Indirectamente: cubrirlo de tanto amor que él supiera, antes de oír las palabras, que era imposible que ella estuviese diciendo algo malo. Acercarse a él por detrás mientras come, pegar la mejilla a la suya, susurrar: Edward, amor, cuánto te amo.

La mejor forma sería como de pasada, mientras está haciendo algo. Día tras día vigila a Edward, se da cuenta —por su charla, por el modo de masticar o erguir la cabeza, por sus quejidos y eructos— de que todavía no lo sabe. El gran cambio está por llegar, las consecuencias, por revelarse.

La mejor forma de confesar es estar previamente enojada por algo, a fin de contar con el momentáneo impulso del enfado para arremeter contra él por el agravio que acaba de causarle. Y así fue como finalmente ocurrió: en medio de una discusión sobre la escritura, que era el único tema que tocaban por entonces.

—Dios mío —soltó ella—, ojalá te hubieras quedado en la Facultad de Derecho.

—Cuando hablas así —replicó él—, es como si me fueras infiel.

Ella contestó con aspereza:

—No tienes la menor idea de cómo sería eso.

Edward, enfático:

—No podría ser peor.

¿Qué no? Y entonces ella se lo dijo. No en tono de rencor, porque, en cuanto vio su oportunidad, su actitud se volvió humilde y triste.
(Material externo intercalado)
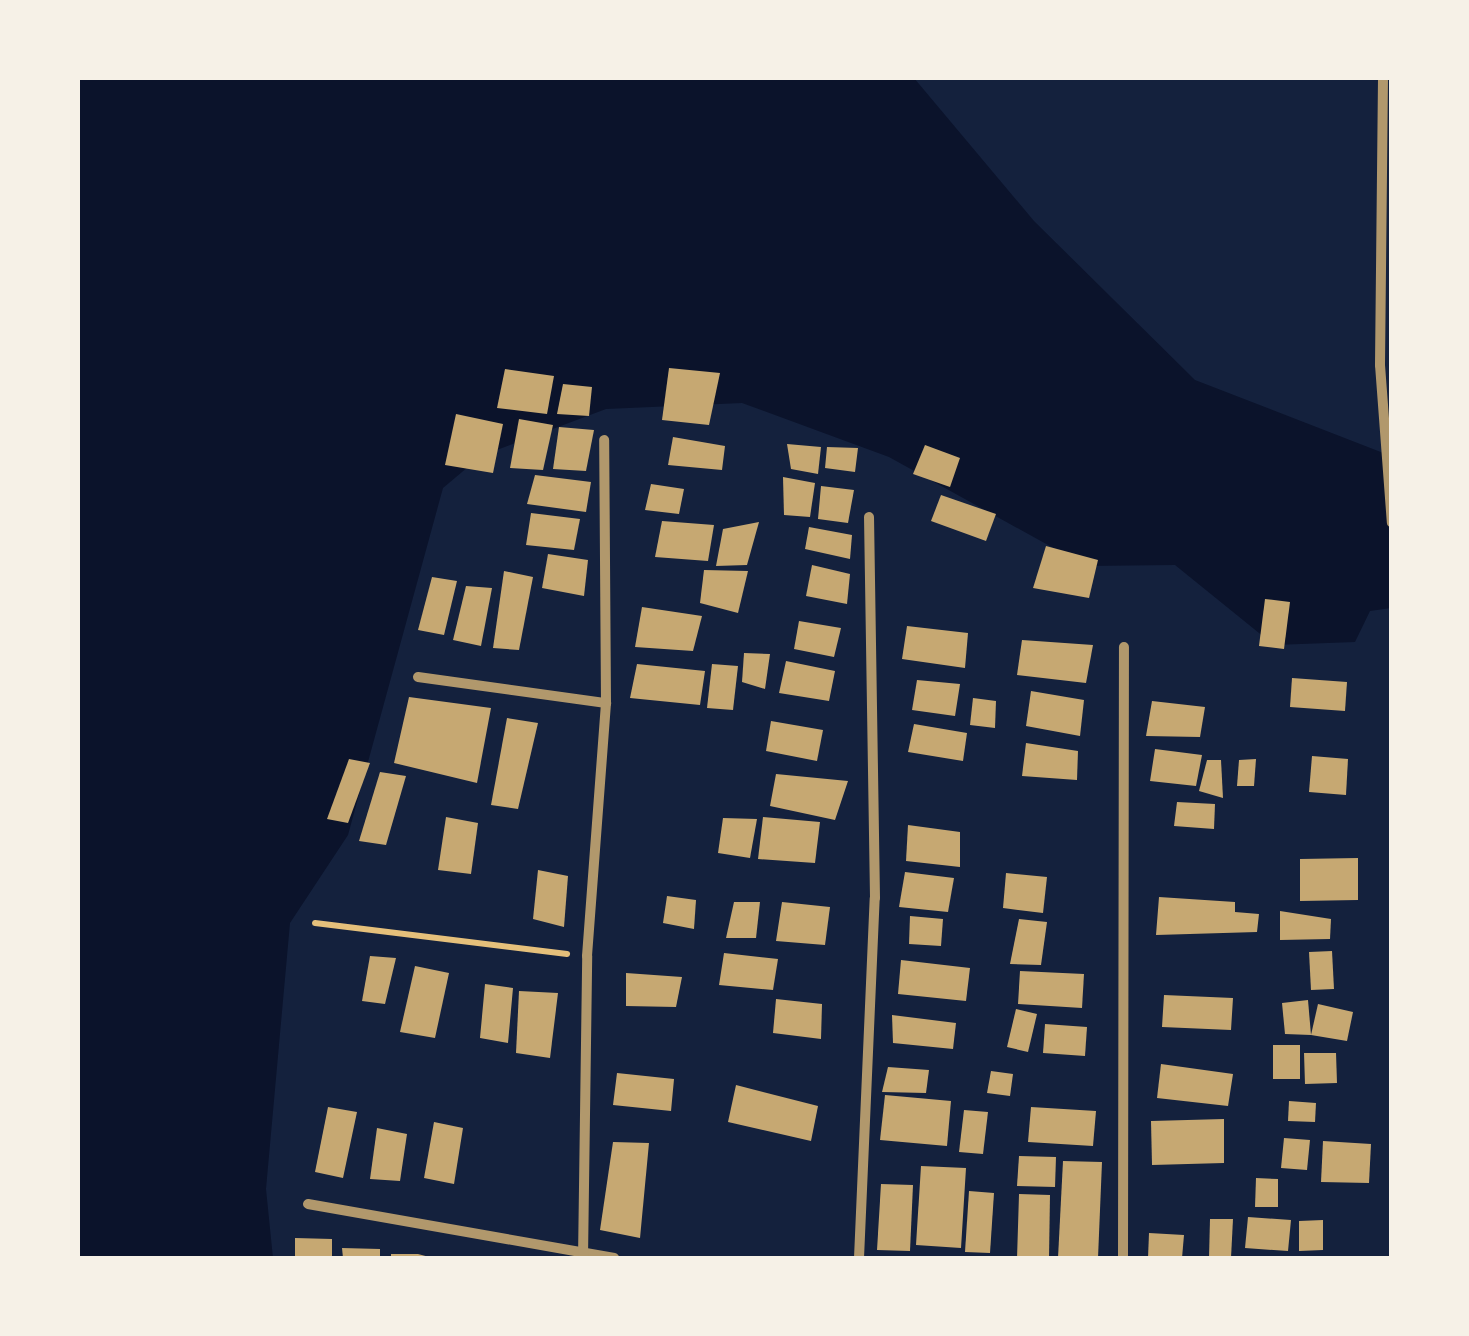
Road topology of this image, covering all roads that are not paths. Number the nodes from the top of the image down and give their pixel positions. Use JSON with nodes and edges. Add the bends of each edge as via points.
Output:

De todas formas, se lo contó, y acabó diciendo: Pero eso se acabó, no tiene futuro, yo no estaba enamorada.

Edward el niño. Nunca lo había visto abrir tanto los ojos. La mansedumbre de sus preguntas: ¿Quién? ¿Dónde? ¿Quieres el divorcio? ¿Valió la pena?

Dejó escapar un quejido, estiró los brazos, caminó de un lado a otro de la habitación, experimentando con sus propias reacciones. ¿Qué esperas que haga? ¿Cómo se supone que debo comportarme?

Eso es lo que ella recuerda. Edward no se enfadó. No hacía sino preguntarle una y otra vez si quería el divorcio. No se atrevió a preguntarle si lo amaba, de modo que ella decidió decírselo.

La Susan actual cree que aquella confesión lo alegró. Representaba un paréntesis en su depresión. A la siguiente vez en la cama pareció disfrutar pensando en la presencia del amante innominado. Tuvo el tacto suficiente para no solicitar comparaciones. Susan supuso que había derribado un muro cuya presencia no había notado hasta que desapareció. Ahora nos conocemos mejor el uno al otro, pensó. No somos tan románticos, de hecho somos más débiles de lo que creíamos, y saberlo tal vez nos convenga. Su matrimonio sería más fuerte, pensó, creyendo que se alegraba por ello.